[Keypoint coordinate data]
Segment Open

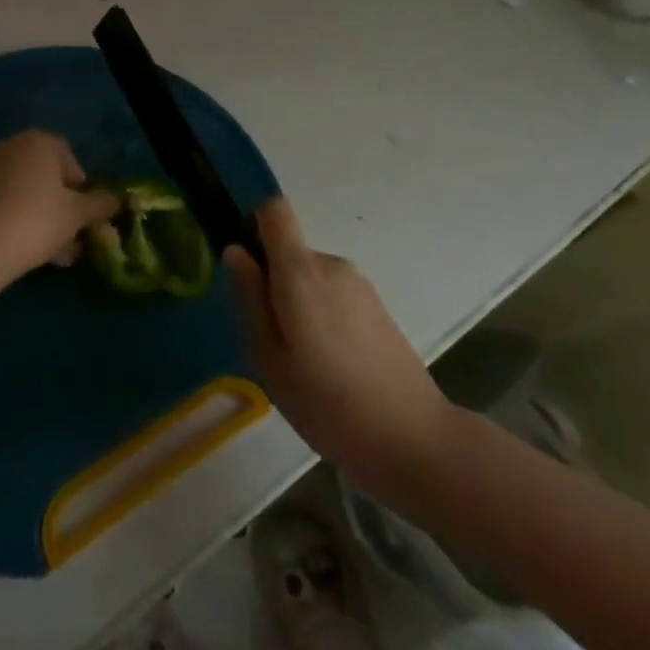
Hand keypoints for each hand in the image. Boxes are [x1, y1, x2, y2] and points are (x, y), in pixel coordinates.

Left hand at [0, 131, 119, 286]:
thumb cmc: (36, 221)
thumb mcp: (76, 215)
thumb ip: (100, 204)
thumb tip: (116, 200)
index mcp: (40, 141)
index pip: (70, 159)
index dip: (81, 189)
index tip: (84, 216)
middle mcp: (13, 146)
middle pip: (48, 177)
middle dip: (63, 208)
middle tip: (73, 239)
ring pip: (28, 194)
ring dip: (45, 219)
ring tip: (56, 256)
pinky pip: (7, 203)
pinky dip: (20, 221)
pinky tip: (30, 253)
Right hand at [224, 198, 450, 495]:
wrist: (413, 439)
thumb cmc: (328, 404)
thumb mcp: (270, 358)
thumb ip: (250, 298)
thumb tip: (235, 251)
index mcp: (301, 272)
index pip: (274, 210)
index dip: (254, 223)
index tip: (246, 265)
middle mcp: (331, 265)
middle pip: (289, 251)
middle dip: (273, 283)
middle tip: (272, 341)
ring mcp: (358, 284)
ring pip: (310, 276)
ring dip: (298, 304)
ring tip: (303, 362)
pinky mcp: (376, 305)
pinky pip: (333, 293)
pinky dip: (322, 316)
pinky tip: (332, 366)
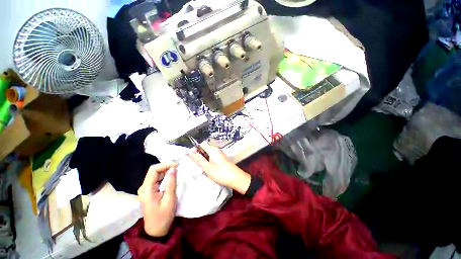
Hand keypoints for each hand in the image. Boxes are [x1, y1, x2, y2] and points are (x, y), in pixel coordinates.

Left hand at [137, 163, 176, 236]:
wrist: (156, 230)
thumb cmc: (163, 216)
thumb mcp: (169, 199)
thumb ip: (171, 182)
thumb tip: (173, 168)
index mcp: (146, 189)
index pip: (154, 170)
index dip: (165, 165)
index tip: (176, 165)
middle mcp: (144, 187)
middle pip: (154, 171)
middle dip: (166, 167)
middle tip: (178, 167)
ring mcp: (146, 189)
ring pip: (156, 174)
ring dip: (166, 171)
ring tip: (177, 171)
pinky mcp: (150, 191)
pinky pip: (157, 179)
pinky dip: (165, 176)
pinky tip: (172, 177)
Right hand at [188, 143, 250, 194]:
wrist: (236, 178)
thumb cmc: (222, 173)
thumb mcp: (208, 168)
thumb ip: (199, 160)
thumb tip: (190, 153)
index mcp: (213, 150)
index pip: (201, 144)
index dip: (195, 149)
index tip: (190, 157)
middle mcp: (216, 150)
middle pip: (204, 148)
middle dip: (199, 155)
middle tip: (196, 164)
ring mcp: (220, 154)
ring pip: (208, 153)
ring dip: (203, 158)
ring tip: (202, 167)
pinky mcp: (221, 159)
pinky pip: (212, 157)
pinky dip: (208, 161)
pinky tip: (208, 168)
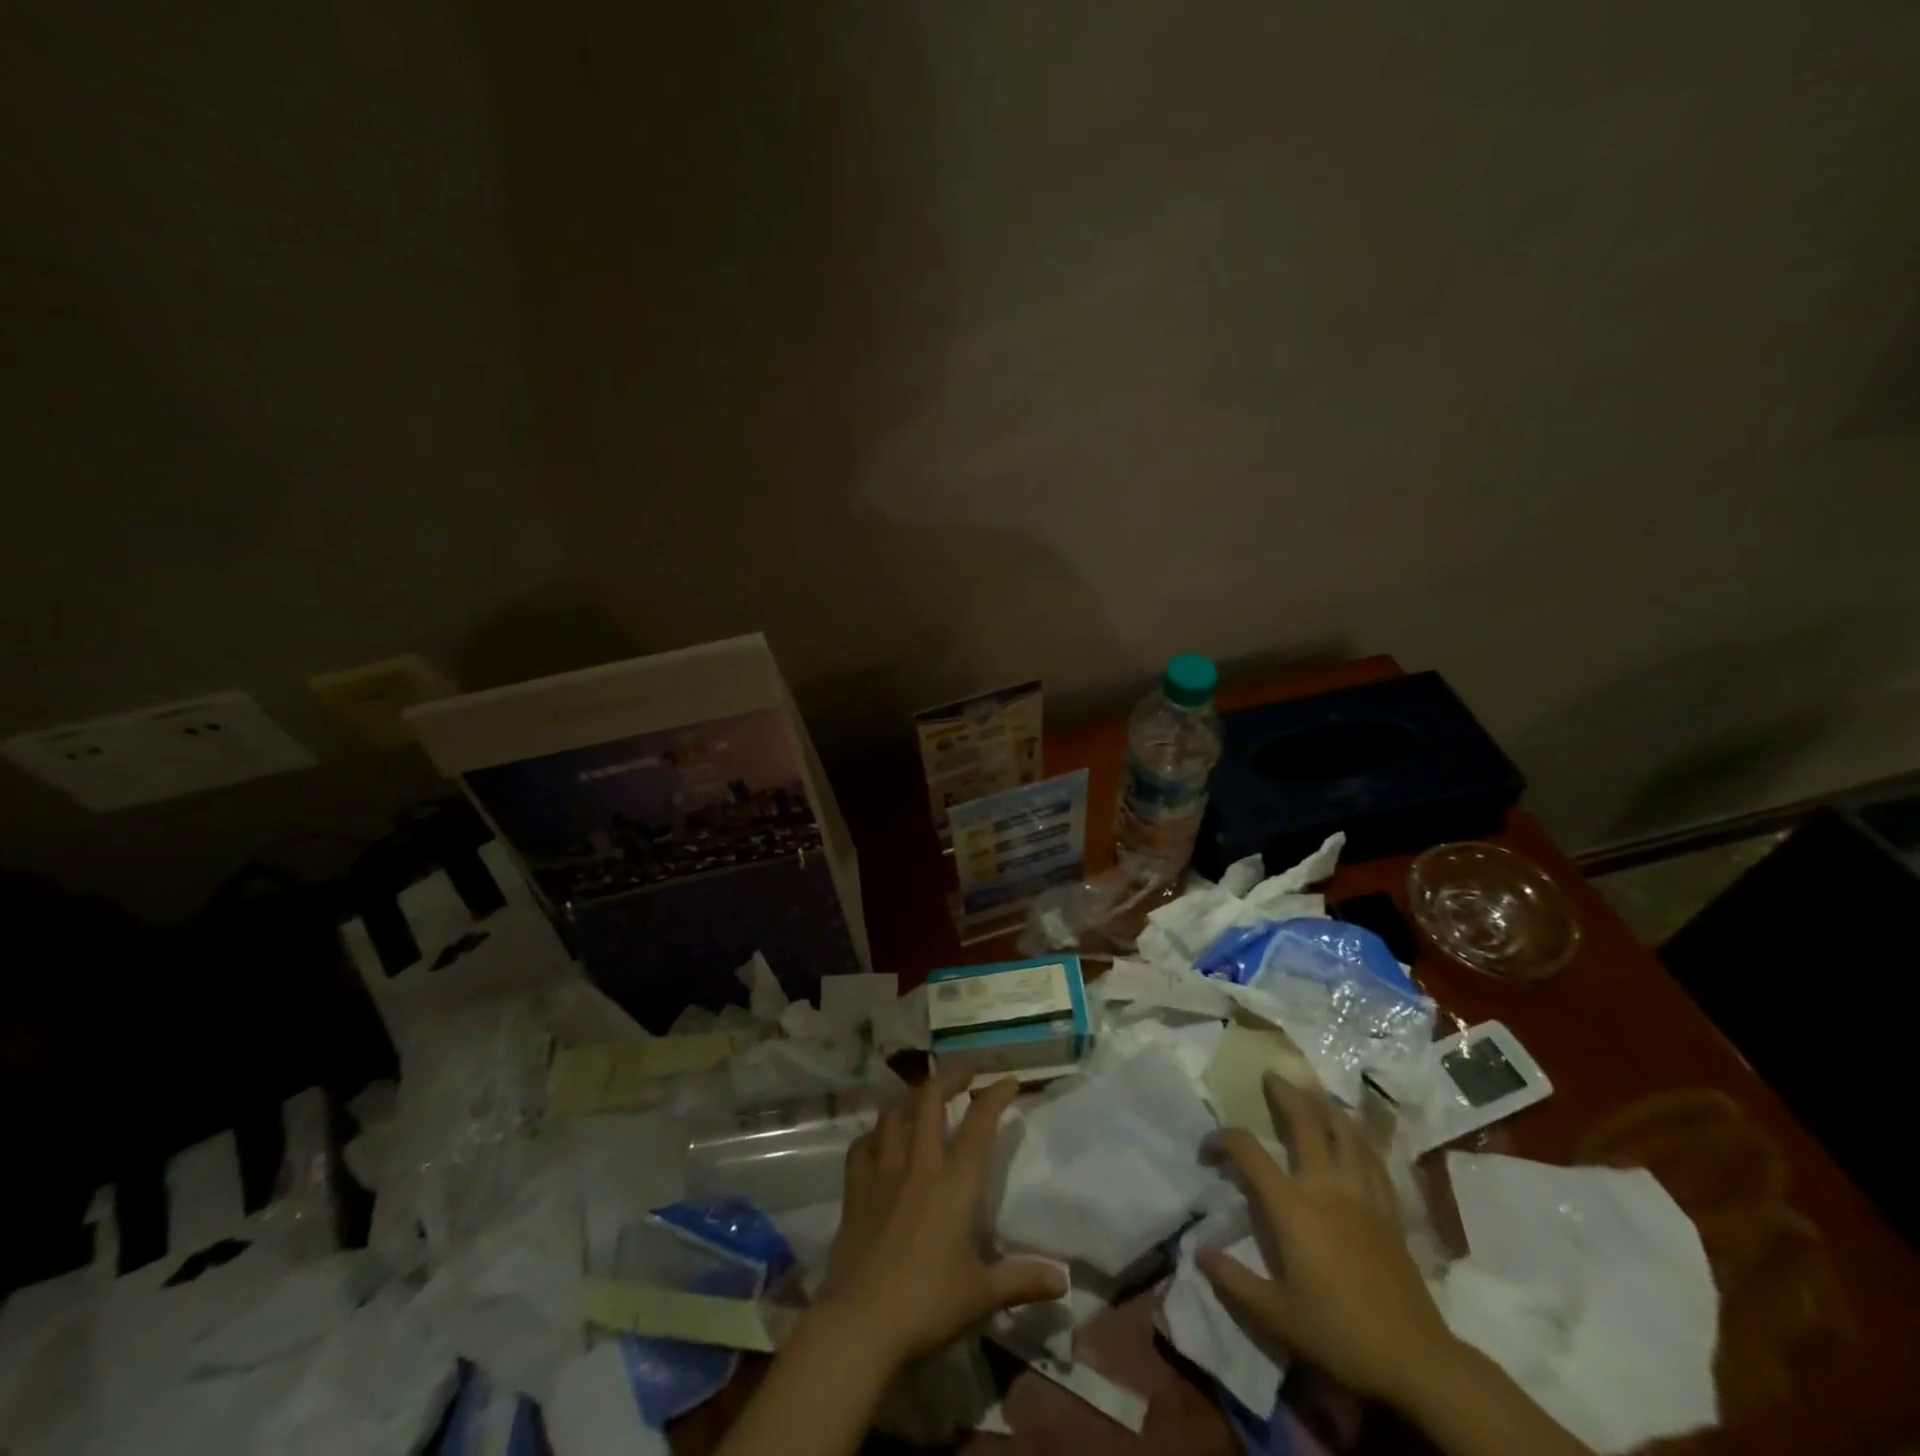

Segment Closed

*Problem requirements*: Since only the text is wanted, repeat all the records above exactly and omit the pictures.

*Answer to this exercise*:
Hand keypoints for each hand in the image. Boxes are [x1, y1, x2, y2] and points are (x, y), in pixel coordinates.

Left hand at [0, 131, 119, 286]:
thumb cmc: (36, 221)
thumb mcp: (76, 215)
thumb ip: (100, 204)
thumb tip: (116, 200)
index mcp: (40, 141)
index pip: (70, 159)
index dip: (81, 189)
index tip: (84, 216)
middle mcp: (13, 146)
middle pip: (48, 177)
middle dip: (63, 208)
middle tip: (73, 239)
ring pip: (28, 194)
ring dip: (45, 219)
ring tip: (56, 256)
pinky pip: (7, 203)
pinky dip: (20, 221)
pinky tip: (30, 253)
Right hand at [224, 198, 450, 495]:
wrist: (413, 439)
thumb cmc: (328, 404)
thumb mcp: (270, 358)
thumb ip: (250, 298)
thumb tip: (235, 251)
index mcp: (301, 272)
index pip: (274, 210)
index dip: (254, 223)
index tip: (246, 265)
middle mcp: (331, 265)
middle pip: (289, 251)
middle dip: (273, 283)
middle tip: (272, 341)
ring mcp: (358, 284)
ring pip: (310, 276)
ring dip: (298, 304)
ring tip: (303, 362)
pinky mcp: (376, 305)
pinky pip: (333, 293)
pinky dip: (322, 316)
pinky tip: (332, 366)
Hand keypoints for each hand in the image. Boxes are [x1, y1, x2, y2] and points are (x, y), in pixel coordinates.

Left hand at [137, 163, 176, 236]:
wrist: (156, 230)
thumb cmc: (163, 216)
thumb mcp: (169, 199)
thumb ip: (171, 182)
thumb tip: (173, 168)
index mcp: (146, 189)
index pip: (154, 170)
index dip: (165, 165)
index tip: (176, 165)
middle mcp: (144, 187)
middle pip: (154, 171)
middle dip: (166, 167)
middle tip: (178, 167)
ring mcp: (146, 189)
ring pip: (156, 174)
ring dip: (166, 171)
ring tip: (177, 171)
pinky mcp: (150, 191)
pinky pip: (157, 179)
pinky dip: (165, 176)
pinky tip: (172, 177)
Right hand at [188, 143, 250, 194]:
wrist: (236, 178)
thumb cmc: (222, 173)
thumb mcp: (208, 168)
thumb ip: (199, 160)
thumb tip: (190, 153)
index mcp: (213, 150)
index pip: (201, 144)
index dip: (195, 149)
index tip: (190, 157)
middle mcp: (216, 150)
middle pip: (204, 148)
middle dip: (199, 155)
middle tip: (196, 164)
ring mcp: (220, 154)
ring pip: (208, 153)
ring dip: (203, 158)
ring tip: (202, 167)
pinky mcp: (221, 159)
pinky pip: (212, 157)
pinky dip: (208, 161)
pinky tip: (208, 168)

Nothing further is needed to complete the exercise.